A proposed redistricting of Maine’s economic development districts drew two dozen town and city officials, heads of economic development organizations and others to a meeting with state and federal officials at the University of Maine Hutchinson Center, June 7.

Maine has six economic development districts recognized by the U.S. Department of Commerce’s Economic Development Administration. Waldo County is currently split between two with the majority of the county, including Belfast, falling within the purview of Eastern Maine Development Corporation, based in Bangor.

Burnham, Freedom, Thorndike, Troy and Unity are members of the Kennebec Valley Council of Governments.

One redistricting plan under consideration, and up for discussion among officials at Friday’s meeting, would include Belfast in an expanded Midcoast region stretching south to Harpswell. But the two municipal officials from Waldo County in attendance said they would rather stay with EMDC.

Belfast City Manager Joe Slocum and Searsport Town Manager James Gillway each claimed to identify their municipality’s economic development prospects with Bangor more than with other Midcoast towns.

Slocum said his perception was that more economic development news was coming from towns and counties to the north and east of Belfast than from the south. He also said that the presence of the Hutchinson Center created a connection with the University of Maine Orono.

Gillway said Searsport identifies with Bangor and Eastern Maine on account of the Montreal, Maine & Atlantic Railway, which runs from Searsport to Madawaska, and with Belfast because many residents work there. “They work at that big establishment next door,” he said, meaning Bank of America. “If we were shopping, we’d probably go to Bangor before Ellsworth or Rockland.”

The feeling further south seemed to be mutual, with officials from Knox County towns generally expressing a sense that they had more connection with one another than with Belfast.

Knox/Waldo Regional Economic Development Council Director Alan Hinsey found himself in the middle of the split. Hinsey said the dynamics of the Midcoast could be viewed in any number of ways, but he said he sees Belfast as part of the same “workforce area” as Camden and Rockland.

Slocum said his view of Bangor as Belfast’s locus of economic development doesn’t rule out working with neighboring municipalities to the south, and while representatives of Knox County towns seemed to hold a similar view that economic development would naturally spill over the Knox/Waldo county line, officials from towns in Lincoln and Sagadahoc Counties generally expressed the opinion that Belfast was not on their radar screen from an economic development perspective.

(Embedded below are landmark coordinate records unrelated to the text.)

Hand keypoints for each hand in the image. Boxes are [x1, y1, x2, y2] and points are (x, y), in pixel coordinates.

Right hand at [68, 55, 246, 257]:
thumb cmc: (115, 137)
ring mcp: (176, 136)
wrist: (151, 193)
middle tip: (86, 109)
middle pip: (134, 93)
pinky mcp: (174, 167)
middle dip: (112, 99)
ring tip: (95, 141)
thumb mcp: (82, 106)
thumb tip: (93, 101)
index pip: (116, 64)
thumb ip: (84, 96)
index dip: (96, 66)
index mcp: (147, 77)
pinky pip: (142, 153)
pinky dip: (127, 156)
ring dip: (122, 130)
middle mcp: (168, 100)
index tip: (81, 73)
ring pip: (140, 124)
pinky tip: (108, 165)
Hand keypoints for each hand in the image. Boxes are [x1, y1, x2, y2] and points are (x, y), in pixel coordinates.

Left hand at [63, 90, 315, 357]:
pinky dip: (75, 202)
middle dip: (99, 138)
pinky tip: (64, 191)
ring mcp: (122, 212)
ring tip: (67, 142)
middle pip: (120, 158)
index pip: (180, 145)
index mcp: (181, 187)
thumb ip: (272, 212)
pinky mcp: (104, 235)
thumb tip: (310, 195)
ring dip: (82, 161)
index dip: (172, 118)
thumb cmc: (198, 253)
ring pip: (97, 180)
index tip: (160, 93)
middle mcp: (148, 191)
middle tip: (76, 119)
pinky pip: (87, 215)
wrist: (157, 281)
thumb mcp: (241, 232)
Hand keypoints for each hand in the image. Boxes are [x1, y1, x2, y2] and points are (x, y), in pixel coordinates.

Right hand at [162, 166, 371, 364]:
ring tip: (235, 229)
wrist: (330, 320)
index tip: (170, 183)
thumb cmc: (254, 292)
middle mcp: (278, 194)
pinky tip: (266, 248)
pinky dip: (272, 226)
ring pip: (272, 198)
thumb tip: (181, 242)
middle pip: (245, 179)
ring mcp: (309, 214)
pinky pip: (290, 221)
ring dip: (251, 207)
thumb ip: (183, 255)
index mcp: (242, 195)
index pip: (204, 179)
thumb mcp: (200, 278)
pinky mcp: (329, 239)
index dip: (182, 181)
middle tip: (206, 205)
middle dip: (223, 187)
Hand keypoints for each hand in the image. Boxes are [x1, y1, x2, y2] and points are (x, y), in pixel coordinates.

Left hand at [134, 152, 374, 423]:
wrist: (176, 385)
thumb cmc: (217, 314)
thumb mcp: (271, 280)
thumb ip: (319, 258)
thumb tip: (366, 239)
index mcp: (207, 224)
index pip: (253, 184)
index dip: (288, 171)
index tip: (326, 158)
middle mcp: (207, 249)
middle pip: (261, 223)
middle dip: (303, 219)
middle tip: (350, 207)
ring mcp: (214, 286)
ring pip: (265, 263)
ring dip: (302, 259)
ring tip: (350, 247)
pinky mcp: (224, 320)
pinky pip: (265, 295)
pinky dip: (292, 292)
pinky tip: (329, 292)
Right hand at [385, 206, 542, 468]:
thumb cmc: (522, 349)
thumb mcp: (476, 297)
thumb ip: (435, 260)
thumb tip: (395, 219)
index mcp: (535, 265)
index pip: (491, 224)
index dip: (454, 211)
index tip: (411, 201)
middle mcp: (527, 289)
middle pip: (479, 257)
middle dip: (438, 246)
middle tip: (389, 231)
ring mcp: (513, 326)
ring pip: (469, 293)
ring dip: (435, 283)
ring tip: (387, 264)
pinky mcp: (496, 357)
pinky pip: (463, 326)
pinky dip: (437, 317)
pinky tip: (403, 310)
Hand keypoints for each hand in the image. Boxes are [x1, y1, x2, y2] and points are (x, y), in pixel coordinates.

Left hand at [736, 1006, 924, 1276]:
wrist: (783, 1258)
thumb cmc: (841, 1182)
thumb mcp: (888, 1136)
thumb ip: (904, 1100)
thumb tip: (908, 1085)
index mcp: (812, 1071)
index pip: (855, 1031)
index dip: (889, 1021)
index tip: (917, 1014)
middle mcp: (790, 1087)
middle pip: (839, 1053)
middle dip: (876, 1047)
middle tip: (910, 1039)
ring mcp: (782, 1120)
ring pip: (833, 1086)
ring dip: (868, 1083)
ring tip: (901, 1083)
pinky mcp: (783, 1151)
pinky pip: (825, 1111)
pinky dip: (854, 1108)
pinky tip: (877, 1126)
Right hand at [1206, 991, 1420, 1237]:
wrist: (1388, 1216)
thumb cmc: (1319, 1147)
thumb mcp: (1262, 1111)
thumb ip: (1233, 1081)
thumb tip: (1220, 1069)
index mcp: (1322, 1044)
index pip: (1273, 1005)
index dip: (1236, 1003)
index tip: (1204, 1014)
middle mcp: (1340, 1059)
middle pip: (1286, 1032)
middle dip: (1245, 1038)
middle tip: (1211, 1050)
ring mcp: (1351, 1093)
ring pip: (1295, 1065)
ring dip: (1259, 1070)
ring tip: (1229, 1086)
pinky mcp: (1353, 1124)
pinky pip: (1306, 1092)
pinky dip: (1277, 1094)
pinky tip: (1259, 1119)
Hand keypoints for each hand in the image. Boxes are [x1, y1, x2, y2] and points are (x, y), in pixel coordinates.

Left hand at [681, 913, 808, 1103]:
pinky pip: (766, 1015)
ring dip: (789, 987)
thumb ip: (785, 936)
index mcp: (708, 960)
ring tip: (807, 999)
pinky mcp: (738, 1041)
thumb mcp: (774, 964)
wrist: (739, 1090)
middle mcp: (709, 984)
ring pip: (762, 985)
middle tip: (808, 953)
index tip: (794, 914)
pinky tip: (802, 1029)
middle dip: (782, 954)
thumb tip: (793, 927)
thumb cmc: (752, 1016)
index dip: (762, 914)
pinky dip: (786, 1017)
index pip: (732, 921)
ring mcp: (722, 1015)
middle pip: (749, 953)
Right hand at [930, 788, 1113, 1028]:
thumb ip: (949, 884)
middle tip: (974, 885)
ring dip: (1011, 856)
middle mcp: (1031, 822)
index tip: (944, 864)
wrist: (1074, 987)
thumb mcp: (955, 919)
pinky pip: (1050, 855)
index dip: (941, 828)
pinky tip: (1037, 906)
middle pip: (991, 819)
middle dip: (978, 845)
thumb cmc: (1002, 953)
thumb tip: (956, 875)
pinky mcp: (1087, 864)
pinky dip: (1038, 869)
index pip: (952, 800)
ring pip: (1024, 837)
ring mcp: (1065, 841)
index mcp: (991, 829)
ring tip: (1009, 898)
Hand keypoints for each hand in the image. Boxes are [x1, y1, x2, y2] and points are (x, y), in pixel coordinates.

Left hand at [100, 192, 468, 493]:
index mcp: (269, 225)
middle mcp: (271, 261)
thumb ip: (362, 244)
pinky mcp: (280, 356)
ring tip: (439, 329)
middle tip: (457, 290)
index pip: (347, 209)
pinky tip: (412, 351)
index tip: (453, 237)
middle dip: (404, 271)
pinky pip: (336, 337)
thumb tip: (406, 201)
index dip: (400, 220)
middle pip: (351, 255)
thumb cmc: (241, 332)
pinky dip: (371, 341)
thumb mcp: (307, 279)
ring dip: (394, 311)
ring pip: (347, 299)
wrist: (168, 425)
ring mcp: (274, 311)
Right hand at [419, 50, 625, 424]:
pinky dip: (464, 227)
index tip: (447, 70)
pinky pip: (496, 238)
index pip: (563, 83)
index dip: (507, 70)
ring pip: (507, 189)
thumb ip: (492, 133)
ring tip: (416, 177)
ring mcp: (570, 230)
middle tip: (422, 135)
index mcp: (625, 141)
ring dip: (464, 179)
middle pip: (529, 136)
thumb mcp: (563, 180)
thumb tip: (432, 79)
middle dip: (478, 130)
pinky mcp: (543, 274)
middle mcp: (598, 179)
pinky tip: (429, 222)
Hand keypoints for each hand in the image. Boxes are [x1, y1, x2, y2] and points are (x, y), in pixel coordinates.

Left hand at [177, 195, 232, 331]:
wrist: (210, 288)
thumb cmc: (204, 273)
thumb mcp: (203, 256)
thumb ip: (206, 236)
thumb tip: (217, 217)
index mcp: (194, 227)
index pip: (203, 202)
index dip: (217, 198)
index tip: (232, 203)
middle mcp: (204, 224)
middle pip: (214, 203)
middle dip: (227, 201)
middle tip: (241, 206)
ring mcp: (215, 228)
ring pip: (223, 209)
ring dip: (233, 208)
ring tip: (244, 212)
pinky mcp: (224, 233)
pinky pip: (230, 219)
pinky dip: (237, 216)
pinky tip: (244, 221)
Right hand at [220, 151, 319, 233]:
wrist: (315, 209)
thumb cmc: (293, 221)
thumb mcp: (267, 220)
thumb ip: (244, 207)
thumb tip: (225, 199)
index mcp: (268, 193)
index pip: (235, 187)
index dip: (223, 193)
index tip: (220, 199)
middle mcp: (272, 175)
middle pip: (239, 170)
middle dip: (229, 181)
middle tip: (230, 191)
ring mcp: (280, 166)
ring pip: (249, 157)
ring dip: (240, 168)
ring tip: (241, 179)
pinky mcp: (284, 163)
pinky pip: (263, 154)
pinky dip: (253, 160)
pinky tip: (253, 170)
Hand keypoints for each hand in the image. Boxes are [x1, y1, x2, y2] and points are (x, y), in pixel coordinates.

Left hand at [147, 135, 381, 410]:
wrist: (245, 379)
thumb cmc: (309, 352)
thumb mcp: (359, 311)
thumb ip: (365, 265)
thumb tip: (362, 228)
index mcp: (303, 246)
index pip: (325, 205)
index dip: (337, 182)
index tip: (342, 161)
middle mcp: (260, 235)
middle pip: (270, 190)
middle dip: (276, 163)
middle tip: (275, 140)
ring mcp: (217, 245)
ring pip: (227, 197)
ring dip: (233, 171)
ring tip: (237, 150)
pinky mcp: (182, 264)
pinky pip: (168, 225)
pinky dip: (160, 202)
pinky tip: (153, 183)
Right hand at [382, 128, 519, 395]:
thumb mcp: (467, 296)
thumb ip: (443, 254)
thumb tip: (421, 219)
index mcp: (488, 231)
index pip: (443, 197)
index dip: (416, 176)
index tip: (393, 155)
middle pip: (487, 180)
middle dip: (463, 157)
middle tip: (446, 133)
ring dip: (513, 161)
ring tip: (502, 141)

Many in attendance seemed to agree that, given Lincolnville’s association with Camden, the division would fall on one side or the other of Northport, or Islesboro.

“It’s a matter of where you see your CEDS [Comprehensive Economic Development Strategy] align,” said Mark Ouellette of the Maine Department of Economic and Community development. Each economic development district creates a CEDS that in turn affects federal funding of related projects.

“Economic data suggests there’s a strong correlation along the coast,” Ouellette said.

Alan Brigham of the U.S. Department of Commerce’s Economic Development Administration struck a conciliatory tone in his comments to the assembled officials. “We’re not creating fences here or building walls,” he said. “It’s really about how you identify your economy. If people in certain parts of Waldo County feel in alignment with EMDC, I don’t see a problem in the world with letting that persist.”